**What this task involves**: Your answer should be the exact lines of the data below from the one containing "g.strokeStyle = halo;" through the one containing "if (halo) g.strokeText(text, 0, 0);"; please include nothing else.

-- Data for review follows --

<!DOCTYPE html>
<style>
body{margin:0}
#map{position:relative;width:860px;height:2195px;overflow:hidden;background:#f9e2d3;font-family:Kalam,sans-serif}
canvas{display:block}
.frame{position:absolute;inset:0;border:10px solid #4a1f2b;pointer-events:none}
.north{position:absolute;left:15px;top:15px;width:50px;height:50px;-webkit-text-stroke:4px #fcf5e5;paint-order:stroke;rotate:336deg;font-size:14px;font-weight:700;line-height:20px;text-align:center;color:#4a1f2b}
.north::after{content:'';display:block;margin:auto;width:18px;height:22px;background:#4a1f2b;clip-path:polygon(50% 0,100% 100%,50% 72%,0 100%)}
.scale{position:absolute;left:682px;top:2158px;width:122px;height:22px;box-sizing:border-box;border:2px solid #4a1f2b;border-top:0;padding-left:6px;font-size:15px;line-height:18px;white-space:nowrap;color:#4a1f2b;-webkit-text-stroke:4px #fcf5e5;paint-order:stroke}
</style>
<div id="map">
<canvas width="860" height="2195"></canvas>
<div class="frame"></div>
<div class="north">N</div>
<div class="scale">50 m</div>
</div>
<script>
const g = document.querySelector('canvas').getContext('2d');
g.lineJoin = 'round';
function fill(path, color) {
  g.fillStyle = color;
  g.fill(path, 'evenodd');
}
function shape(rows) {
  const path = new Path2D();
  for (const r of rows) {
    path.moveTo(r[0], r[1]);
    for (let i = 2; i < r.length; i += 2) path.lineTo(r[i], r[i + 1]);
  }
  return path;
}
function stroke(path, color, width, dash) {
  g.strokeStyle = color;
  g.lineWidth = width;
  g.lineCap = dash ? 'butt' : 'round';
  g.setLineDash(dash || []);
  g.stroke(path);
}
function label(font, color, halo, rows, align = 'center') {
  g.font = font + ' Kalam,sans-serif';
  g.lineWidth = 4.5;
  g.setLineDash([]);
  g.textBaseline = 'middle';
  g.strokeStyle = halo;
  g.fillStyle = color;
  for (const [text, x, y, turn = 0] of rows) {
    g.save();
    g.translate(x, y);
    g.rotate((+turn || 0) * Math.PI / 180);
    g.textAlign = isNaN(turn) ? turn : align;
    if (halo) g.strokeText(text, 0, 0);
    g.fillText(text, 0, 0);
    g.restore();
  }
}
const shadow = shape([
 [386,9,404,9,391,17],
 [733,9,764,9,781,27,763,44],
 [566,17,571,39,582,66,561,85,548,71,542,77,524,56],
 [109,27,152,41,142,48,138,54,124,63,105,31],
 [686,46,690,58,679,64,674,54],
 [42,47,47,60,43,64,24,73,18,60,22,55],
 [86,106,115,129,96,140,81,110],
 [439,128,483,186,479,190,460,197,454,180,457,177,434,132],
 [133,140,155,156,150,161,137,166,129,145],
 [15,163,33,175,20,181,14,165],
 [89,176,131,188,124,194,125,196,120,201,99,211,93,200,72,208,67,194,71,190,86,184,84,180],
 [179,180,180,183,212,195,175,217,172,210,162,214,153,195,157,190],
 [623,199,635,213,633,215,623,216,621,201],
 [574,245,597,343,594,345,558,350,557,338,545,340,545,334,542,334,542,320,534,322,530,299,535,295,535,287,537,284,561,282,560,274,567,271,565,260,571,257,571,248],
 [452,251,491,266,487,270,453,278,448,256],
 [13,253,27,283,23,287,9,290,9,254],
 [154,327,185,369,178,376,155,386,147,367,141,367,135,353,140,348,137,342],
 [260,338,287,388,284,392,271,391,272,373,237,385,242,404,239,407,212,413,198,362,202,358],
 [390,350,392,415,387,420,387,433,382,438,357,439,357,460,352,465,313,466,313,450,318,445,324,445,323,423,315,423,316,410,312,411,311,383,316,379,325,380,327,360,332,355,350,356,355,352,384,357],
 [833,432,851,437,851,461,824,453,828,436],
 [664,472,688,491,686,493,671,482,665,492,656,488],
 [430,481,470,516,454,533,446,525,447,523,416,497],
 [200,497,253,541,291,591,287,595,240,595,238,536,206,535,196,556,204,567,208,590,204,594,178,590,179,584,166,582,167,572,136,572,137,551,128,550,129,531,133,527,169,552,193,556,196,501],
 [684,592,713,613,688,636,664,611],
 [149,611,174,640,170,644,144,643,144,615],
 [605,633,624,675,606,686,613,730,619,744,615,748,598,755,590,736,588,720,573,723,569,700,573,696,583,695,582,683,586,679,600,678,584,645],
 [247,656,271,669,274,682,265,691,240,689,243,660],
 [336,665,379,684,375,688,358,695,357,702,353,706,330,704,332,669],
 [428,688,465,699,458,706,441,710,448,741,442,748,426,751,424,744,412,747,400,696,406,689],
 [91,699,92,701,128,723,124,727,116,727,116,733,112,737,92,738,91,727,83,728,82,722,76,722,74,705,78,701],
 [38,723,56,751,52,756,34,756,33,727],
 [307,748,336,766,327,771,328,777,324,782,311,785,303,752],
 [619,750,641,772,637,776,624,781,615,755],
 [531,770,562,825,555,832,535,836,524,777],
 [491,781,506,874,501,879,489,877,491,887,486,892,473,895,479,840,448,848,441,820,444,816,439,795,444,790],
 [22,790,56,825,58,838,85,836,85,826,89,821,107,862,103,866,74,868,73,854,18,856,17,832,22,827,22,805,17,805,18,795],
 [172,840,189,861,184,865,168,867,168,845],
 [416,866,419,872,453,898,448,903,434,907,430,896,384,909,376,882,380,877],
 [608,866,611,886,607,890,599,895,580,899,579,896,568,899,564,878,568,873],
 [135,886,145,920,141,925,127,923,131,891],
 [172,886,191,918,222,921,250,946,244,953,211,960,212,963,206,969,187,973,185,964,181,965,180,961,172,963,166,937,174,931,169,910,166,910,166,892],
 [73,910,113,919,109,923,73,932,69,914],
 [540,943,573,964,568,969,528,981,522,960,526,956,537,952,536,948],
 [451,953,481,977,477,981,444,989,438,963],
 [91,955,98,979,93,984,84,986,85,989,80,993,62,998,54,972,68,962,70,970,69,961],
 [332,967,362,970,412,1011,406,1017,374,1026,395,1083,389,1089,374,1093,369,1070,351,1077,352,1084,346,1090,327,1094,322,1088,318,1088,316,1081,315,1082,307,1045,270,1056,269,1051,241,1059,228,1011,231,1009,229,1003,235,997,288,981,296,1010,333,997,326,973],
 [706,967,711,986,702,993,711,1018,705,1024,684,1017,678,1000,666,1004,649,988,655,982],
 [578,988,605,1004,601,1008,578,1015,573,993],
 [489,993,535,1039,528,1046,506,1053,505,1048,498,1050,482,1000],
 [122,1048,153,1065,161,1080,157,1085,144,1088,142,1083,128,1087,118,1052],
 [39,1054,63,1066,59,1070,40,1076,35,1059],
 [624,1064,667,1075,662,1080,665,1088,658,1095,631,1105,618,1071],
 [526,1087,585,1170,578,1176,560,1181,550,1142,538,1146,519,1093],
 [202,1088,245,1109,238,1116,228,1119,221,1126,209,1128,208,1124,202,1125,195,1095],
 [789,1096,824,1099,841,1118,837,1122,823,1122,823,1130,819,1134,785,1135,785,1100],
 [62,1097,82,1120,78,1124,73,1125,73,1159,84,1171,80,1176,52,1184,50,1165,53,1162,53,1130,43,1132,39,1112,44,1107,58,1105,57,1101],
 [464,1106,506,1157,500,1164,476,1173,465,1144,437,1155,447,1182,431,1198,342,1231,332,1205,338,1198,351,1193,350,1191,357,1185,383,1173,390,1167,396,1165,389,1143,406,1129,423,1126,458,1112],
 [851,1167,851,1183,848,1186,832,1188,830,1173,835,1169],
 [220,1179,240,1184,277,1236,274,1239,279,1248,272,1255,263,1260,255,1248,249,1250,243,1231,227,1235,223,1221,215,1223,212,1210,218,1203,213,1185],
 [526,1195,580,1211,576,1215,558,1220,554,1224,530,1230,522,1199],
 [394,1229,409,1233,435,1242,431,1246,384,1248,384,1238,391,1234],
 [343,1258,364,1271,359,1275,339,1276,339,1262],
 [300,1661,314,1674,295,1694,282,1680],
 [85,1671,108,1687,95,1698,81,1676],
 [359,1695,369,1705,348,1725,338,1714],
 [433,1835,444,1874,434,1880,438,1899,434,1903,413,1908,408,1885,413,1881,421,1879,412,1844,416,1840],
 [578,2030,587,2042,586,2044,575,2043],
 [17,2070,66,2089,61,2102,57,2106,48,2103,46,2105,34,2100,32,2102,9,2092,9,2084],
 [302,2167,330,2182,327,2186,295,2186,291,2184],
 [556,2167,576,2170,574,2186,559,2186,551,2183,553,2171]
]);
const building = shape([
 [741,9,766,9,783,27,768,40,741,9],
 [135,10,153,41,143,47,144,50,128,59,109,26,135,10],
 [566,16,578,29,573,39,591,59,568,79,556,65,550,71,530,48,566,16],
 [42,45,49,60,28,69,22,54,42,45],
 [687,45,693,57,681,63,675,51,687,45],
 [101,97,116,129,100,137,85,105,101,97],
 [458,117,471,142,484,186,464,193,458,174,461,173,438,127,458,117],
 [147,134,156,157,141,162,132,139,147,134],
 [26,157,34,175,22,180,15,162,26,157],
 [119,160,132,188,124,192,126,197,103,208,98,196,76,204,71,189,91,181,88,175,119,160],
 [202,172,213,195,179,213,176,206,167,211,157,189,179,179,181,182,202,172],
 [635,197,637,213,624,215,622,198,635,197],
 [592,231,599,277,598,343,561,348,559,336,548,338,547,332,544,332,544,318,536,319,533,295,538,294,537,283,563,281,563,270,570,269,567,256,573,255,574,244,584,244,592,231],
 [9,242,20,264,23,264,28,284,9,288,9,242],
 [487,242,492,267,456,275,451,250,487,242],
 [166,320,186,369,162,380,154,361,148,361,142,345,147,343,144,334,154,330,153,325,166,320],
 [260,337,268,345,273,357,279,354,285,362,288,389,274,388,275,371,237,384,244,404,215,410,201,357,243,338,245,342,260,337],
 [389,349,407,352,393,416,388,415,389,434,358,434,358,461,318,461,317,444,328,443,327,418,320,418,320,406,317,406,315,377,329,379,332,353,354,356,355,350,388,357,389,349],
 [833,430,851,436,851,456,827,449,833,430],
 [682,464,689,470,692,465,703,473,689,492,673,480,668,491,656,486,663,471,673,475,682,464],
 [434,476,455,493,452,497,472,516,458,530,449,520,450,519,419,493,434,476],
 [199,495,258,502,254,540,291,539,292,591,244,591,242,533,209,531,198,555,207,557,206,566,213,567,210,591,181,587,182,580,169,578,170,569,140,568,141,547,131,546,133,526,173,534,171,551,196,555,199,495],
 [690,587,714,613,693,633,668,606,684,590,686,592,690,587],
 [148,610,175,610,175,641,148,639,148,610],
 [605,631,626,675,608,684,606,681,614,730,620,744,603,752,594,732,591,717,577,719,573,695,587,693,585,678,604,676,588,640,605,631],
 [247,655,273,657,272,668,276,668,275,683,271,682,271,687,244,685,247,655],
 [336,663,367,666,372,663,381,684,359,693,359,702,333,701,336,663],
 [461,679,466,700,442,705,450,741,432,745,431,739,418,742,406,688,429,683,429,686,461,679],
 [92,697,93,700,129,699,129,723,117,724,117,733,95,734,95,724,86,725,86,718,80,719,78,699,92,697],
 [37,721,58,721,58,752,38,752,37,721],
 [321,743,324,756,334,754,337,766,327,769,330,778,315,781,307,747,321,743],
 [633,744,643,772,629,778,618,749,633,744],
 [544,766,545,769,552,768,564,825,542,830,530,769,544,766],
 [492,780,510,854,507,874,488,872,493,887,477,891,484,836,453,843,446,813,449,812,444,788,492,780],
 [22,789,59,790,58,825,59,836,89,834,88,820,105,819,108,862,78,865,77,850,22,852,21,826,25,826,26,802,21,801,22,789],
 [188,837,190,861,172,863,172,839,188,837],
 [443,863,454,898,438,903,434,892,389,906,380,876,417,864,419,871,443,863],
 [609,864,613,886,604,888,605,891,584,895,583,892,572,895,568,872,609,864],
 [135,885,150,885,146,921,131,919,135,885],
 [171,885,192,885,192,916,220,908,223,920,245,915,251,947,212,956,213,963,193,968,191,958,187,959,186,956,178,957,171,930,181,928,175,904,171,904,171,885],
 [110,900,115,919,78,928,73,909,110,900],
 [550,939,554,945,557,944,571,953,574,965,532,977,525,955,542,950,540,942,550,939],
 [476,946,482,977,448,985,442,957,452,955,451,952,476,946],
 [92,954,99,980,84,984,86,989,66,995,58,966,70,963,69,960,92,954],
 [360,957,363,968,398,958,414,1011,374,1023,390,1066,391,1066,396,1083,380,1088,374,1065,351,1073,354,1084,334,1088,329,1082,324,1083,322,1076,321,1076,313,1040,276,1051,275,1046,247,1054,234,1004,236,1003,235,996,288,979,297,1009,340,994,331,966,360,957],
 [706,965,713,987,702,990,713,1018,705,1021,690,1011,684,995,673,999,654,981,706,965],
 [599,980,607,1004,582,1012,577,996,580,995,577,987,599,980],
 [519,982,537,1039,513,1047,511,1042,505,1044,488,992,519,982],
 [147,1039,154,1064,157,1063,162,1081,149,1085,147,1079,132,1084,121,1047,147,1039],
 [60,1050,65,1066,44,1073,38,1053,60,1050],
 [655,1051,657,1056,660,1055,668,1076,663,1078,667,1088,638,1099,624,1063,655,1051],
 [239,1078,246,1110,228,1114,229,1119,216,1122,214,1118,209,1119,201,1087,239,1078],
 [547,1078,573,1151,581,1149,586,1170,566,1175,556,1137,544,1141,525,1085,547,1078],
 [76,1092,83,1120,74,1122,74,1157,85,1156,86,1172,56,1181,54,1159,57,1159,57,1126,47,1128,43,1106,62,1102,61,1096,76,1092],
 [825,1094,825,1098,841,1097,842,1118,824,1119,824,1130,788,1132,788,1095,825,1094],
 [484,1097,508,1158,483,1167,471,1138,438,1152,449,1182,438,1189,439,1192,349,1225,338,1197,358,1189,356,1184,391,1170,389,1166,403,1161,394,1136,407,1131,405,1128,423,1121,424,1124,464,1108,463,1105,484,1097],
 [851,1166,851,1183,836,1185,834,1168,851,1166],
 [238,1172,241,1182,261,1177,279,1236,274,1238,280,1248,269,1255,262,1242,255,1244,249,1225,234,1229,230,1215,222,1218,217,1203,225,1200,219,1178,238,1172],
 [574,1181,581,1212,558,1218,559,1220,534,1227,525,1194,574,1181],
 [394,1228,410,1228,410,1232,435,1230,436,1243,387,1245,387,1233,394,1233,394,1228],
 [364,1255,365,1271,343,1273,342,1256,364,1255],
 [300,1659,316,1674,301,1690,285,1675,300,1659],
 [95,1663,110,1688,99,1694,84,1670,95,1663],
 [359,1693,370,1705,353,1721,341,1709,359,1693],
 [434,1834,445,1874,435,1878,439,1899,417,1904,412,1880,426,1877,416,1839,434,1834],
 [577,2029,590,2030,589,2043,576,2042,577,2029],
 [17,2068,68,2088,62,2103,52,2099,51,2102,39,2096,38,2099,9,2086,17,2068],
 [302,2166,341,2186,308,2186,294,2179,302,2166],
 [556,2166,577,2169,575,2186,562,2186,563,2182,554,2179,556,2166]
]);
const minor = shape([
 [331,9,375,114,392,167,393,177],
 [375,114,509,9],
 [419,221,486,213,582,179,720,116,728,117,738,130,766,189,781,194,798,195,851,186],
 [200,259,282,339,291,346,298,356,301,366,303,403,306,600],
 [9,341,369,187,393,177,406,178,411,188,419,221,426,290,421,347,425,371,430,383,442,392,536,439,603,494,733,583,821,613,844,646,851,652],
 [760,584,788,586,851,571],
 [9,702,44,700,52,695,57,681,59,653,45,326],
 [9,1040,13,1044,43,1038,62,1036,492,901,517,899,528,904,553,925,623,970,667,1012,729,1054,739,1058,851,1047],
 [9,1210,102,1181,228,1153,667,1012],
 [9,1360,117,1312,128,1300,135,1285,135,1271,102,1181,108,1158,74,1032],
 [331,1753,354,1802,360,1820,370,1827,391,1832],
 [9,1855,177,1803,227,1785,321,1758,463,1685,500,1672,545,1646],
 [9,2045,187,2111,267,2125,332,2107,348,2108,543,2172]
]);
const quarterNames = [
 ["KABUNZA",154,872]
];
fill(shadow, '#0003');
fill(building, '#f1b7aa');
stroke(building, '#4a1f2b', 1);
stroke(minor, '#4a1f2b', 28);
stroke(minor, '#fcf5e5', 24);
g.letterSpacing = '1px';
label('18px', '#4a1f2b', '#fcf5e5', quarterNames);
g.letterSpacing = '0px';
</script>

-- Data for review concluded --

**Answer below**:
  g.strokeStyle = halo;
  g.fillStyle = color;
  for (const [text, x, y, turn = 0] of rows) {
    g.save();
    g.translate(x, y);
    g.rotate((+turn || 0) * Math.PI / 180);
    g.textAlign = isNaN(turn) ? turn : align;
    if (halo) g.strokeText(text, 0, 0);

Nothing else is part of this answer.